Yes! like JRK5150 said please read that thread (even though a lot of read) to find out what we have to deal with. If you want to get the theory down and practice small scale building, go to rcgroups.com and there is a section called electric motor design.(tons of info). Any specific questions welcome.( if I can help) Barna


----------



## aeroscott (Jan 5, 2008)

check out the smart drives on youtube video .these are about 2kw motors that are easy to control permanent magnet brushless direct drive washing machine motors .


----------



## sbarnes (May 17, 2008)

I'm currently designing a 1kW brushless DC outrunner motor, using the stator from an old 70hp outboard engine. It's designed to be as simple as possible, and I'm currently trying to persuade the tool room guys at work to make the machined components.

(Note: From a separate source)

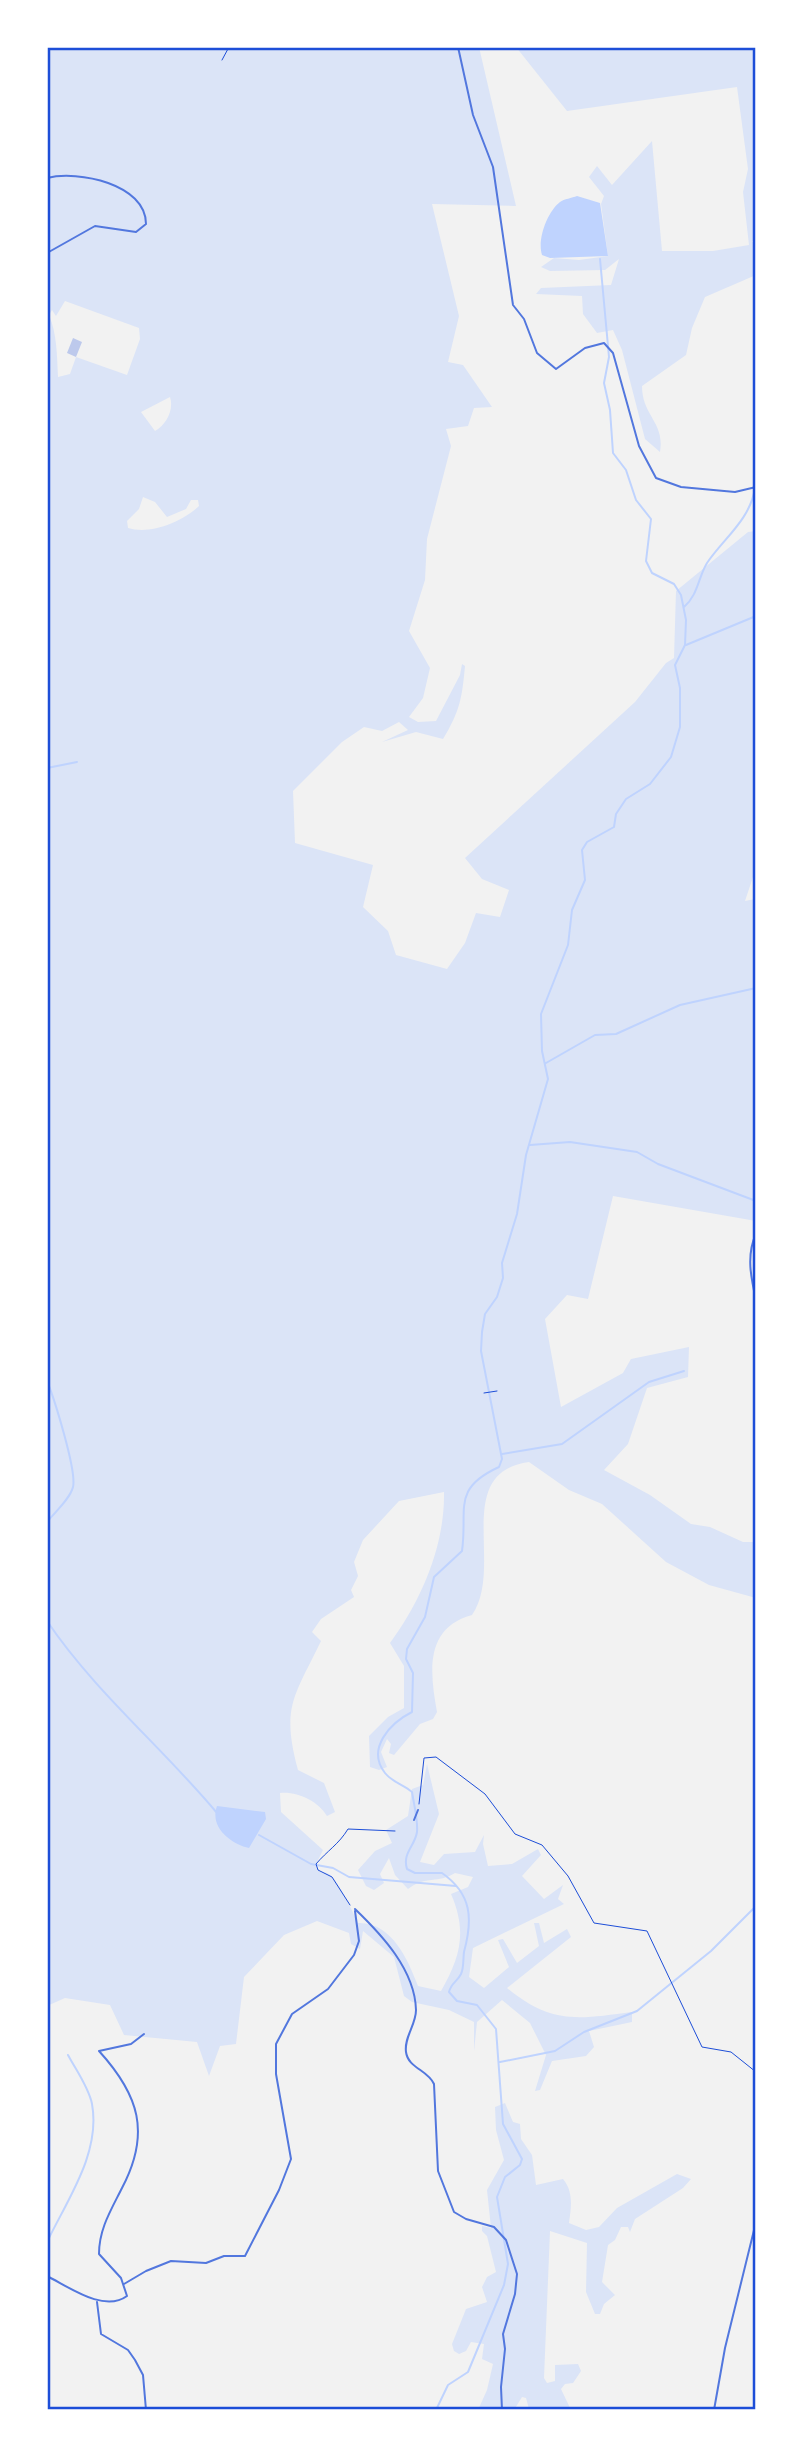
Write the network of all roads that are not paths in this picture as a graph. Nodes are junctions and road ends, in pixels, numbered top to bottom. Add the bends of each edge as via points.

I'll let you know how I get on!

Steve


----------



## 3dplane (Feb 27, 2008)

Hey Steve!
Does that stator have 18 arms by any chance? I have one laying around but never built it as I already have a motor that size ( about 5" dia.stator) that just sits around. A lot more than 1KW could be pushed out of something that size.I know you say you are currently designing it but any clue yet what number of poles and what winding pattern,number of turns etc.you gonna shoot for?.The only larger 18 arm motor I built I went with 24 poles and wound ABC. It ran my bicycle with authority until the mosfets fell off the controller (LOL)(poor one ounce controller). Just curious!
Aeroscott!
Yes that is the F&P washing machine motor that I need to get my hands on (a couple) so I can figure out a winding scheme and replace the mags with neos and see if by then we have a controller for it.For some reason it looks like they are more available "down under". ( I live in central florida not much wind so nobody that I know plays with these) I don't know about easy to control.. they are already playing hard to get..(for me)
Barna


----------